In Silicon Valley, Men 69 Percent More Likely To Receive Higher Salary Offer
SAN FRANCISCO (CBS SF) -- Women in Silicon Valley are being offered -- and paid -- less than men for the same jobs. Even in 2016.
Microsoft and Facebook recently declared they had closed their gender pay gaps but, according to a report released by San Francisco-based career marketplace Hired, tech companies are still underpaying women in comparison to men.
Across California, women are making about 84 percent the salary of men, according to U.S. Census Bureau's Current Population Survey, and while Silicon Valley fares better, there remains a significant salary difference between men and women.
Dr. Jessica Kirkpatrick, Hired's lead product data scientist, released a report in honor of Equal Pay Day 2016 based on the company's data which includes salary information from more than 100,000 interview requests and job offers over the past year with more than 3,000 companies and 15,000 job seekers, all facilitated through Hired.
"Hired has unprecedented visibility into the salaries that men and women ask for and what companies, in turn, offer them," Hired states in the report.
What Hired found was largely disappointing.
"Companies offered women 3 percent less than men for the same roles, with some companies offering as low as 30% less," according to Hired.
Not only were women offered less, but they received less.
Hired's data spans only technology, sales and marketing roles, but it revealed that 69 percent of the time, men received higher salary offers than women for the same job title, at the same company.
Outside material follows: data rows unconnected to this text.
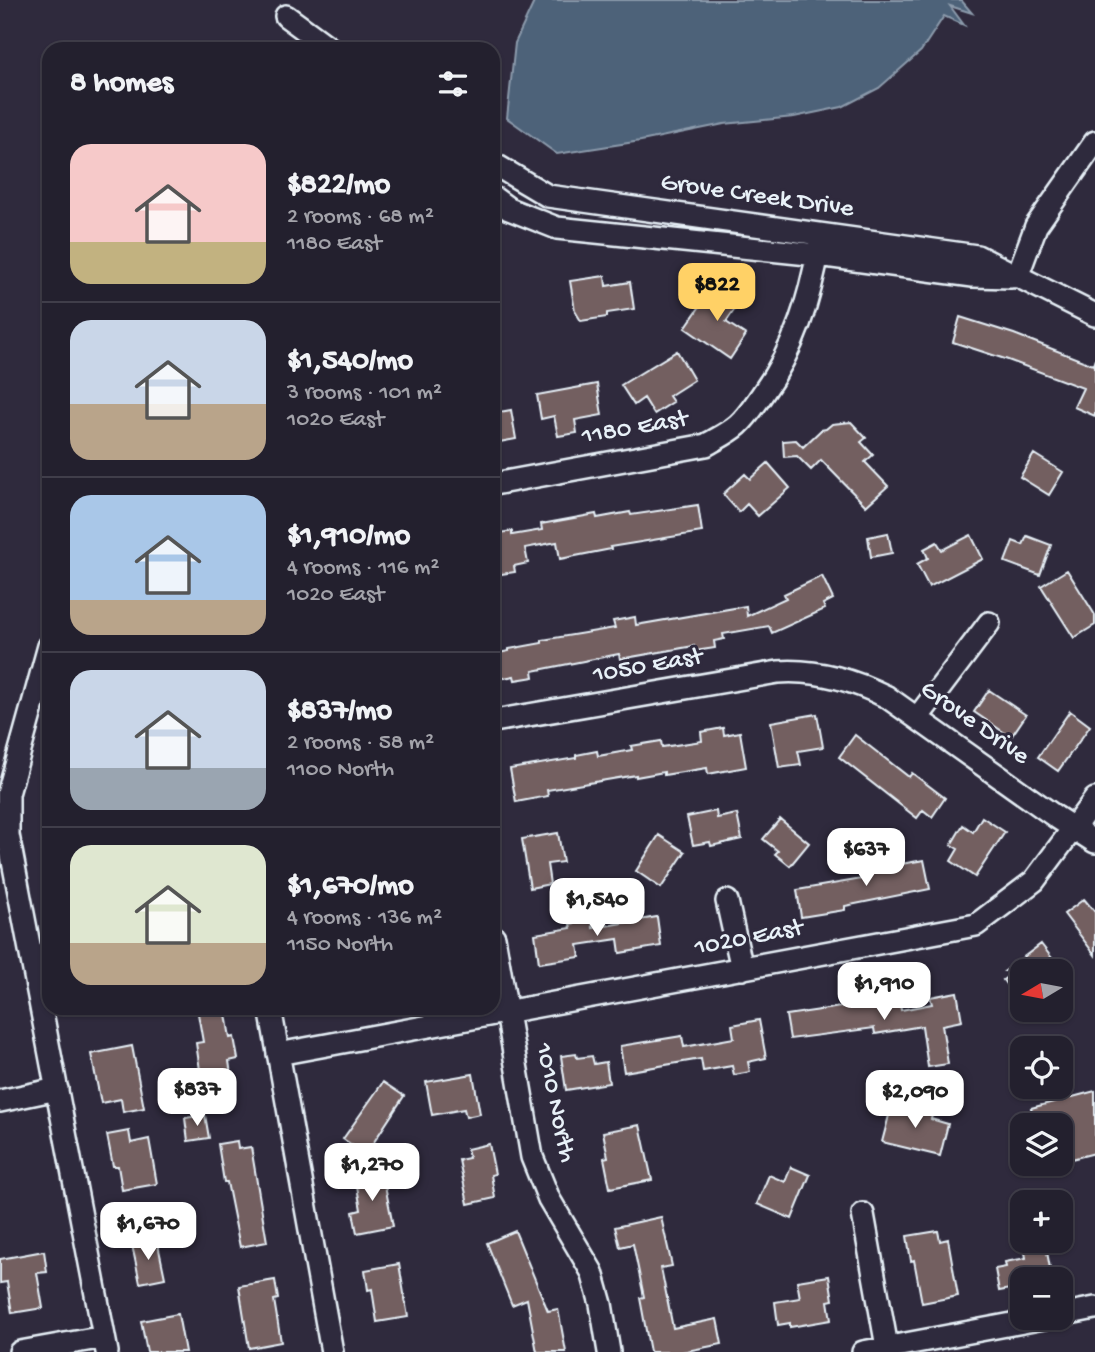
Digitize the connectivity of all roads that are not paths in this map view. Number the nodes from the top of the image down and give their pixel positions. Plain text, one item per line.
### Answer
1 (286, 16) dead end
2 (321, 42) edge
3 (1095, 142) edge
4 (500, 168) edge
5 (500, 202) edge
6 (822, 233) junction
7 (818, 255) junction
8 (1017, 277) junction
9 (1095, 315) edge
10 (500, 483) edge
11 (989, 623) dead end
12 (42, 671) edge
13 (812, 671) joint
14 (918, 717) junction
15 (500, 720) edge
16 (1095, 799) edge
17 (1073, 827) junction
18 (1095, 842) edge
19 (727, 901) dead end
20 (742, 970) junction
21 (500, 972) edge
22 (42, 1011) edge
23 (507, 1013) junction
24 (500, 1014) edge
25 (43, 1015) edge
26 (271, 1015) edge
27 (496, 1015) edge
28 (278, 1054) junction
29 (57, 1089) junction
30 (0, 1101) edge
31 (863, 1213) dead end
32 (1095, 1308) edge
33 (1073, 1312) edge
34 (1010, 1324) edge
35 (106, 1345) edge
36 (887, 1347) junction
37 (20, 1352) edge
38 (332, 1352) edge
39 (609, 1352) edge
40 (863, 1352) edge

1 - 2 street
3 - 8 street
4 - 6 street, Grove Creek Drive
5 - 7 street, Grove Creek Drive
6 - 7 street, 1180 East
6 - 8 street, Grove Creek Drive
7 - 8 street, Grove Creek Drive
7 - 10 street, 1180 East
8 - 9 street, Grove Creek Drive
11 - 14 street
12 - 22 street
13 - 14 street, Grove Drive
13 - 15 street, 1050 East
14 - 17 street, Grove Drive
16 - 17 street, 1020 East
17 - 18 street, Grove Drive
17 - 20 street, 1020 East
19 - 20 street
20 - 23 street, 1020 East
21 - 23 street, 1010 North
23 - 24 street, 1020 East
23 - 39 street, 1010 North
25 - 29 street
26 - 28 street
27 - 28 street, 1020 East
28 - 38 street
29 - 30 street
29 - 35 street
31 - 36 street
32 - 33 street
34 - 36 street
35 - 37 street
36 - 40 street

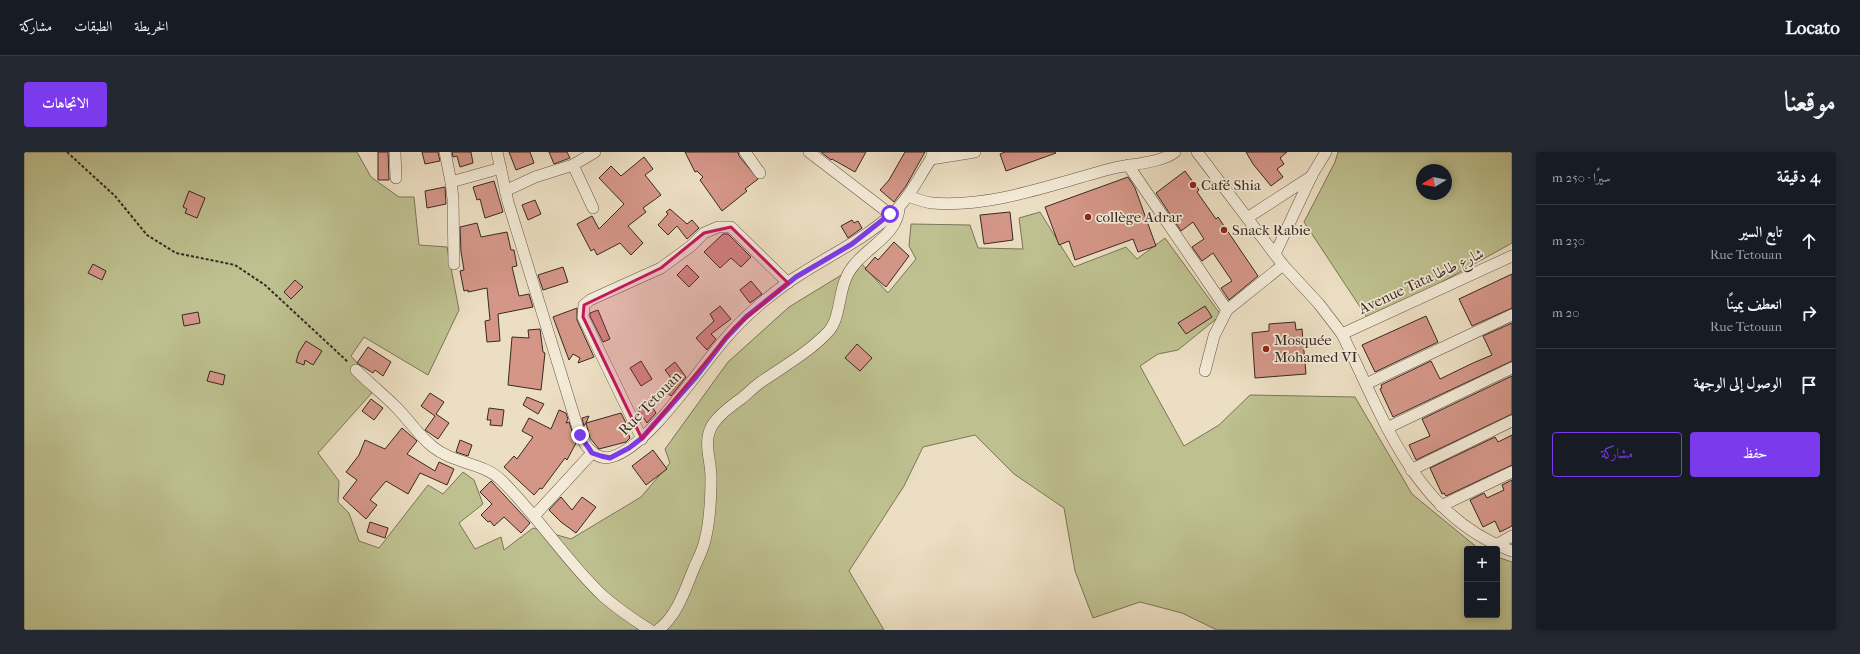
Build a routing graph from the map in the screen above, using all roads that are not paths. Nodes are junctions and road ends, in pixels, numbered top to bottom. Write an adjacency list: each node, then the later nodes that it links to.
1 (395, 152): 17 (street)
2 (445, 152): 18 (street)
3 (497, 152): 14 (street)
4 (595, 152): 12 (street)
5 (745, 152): 15 (street)
6 (809, 152): 22 (street)
7 (975, 152): 11 (street)
8 (1175, 152): 13 (street)
9 (1197, 152): 23 (street)
10 (1326, 152): 16 (street)
11 (932, 155): 20 (street, Rue Tetouan)
12 (573, 165): 19 (street); 21 (street)
13 (1128, 165): 20 (street); 29 (street)
14 (501, 168): 18 (street); 19 (street)
15 (760, 173)
16 (1312, 175): 23 (street); 24 (street)
17 (396, 178)
18 (451, 182): 26 (street)
19 (505, 191): 39 (street)
20 (908, 196): 22 (street, Rue Tetouan)
21 (593, 208)
22 (894, 211): 28 (street, Rue Tetouan); 48 (street)
23 (1247, 218): 24 (street)
24 (1275, 254): 27 (street)
25 (1512, 256): 31 (street, Avenue Tata شارع طاطا)
26 (454, 264)
27 (1283, 265): 29 (street); 31 (street)
28 (788, 283): 38 (street, Rue Tetouan); 38 (street)
29 (1227, 310): 34 (street)
30 (1512, 315): 35 (street)
31 (1342, 334): 35 (street)
32 (1512, 368): 37 (street)
33 (356, 370): 43 (street)
34 (1205, 371)
35 (1366, 384): 37 (street)
36 (1512, 421): 40 (street)
37 (1387, 428): 40 (street)
38 (642, 438): 39 (street, Rue Tetouan)
39 (592, 453): 43 (street)
40 (1411, 470): 42 (street)
41 (1512, 472): 42 (street)
42 (1441, 506): 45 (street)
43 (535, 515): 47 (street)
44 (1512, 536): 45 (street)
45 (1496, 544): 46 (street)
46 (1512, 551)
47 (650, 630)
48 (658, 630)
What the data doesn't explain is whether the pay gap was the result of unconscious gender bias during the hiring process or a result of women not demanding as much as their competition. Or something else altogether.
However, the report did reveal that smaller startups tended to have half the gender wage gap than larger corporations when it came to software engineers. For early stage startups, male engineers received about 4 percent more than their female counterparts, while at major corporations the gap was far greater, with men receiving 7 percent larger salaries than women.
Interestingly enough, the largest wage gap was found with companies that had received Series A funding from investors. At those companies, on average, male software engineers received 8 percent bigger salaries than their female counterparts.
Unfortunately, Hired's date showed that women using their platform to negotiate salaries, on average, asked for $14,000 per year less than men.
As Hired analyzed their data, they did discover something encouraging: entry-level female candidates negotiating on Hired were not only asking for 2 percent more in salary than men, but they were actually receiving 7 percent more than men.
The data couldn't account for the cause of that anomaly, but the author of the report hypothesizes that it may be the result of a younger generation that sees beyond gender.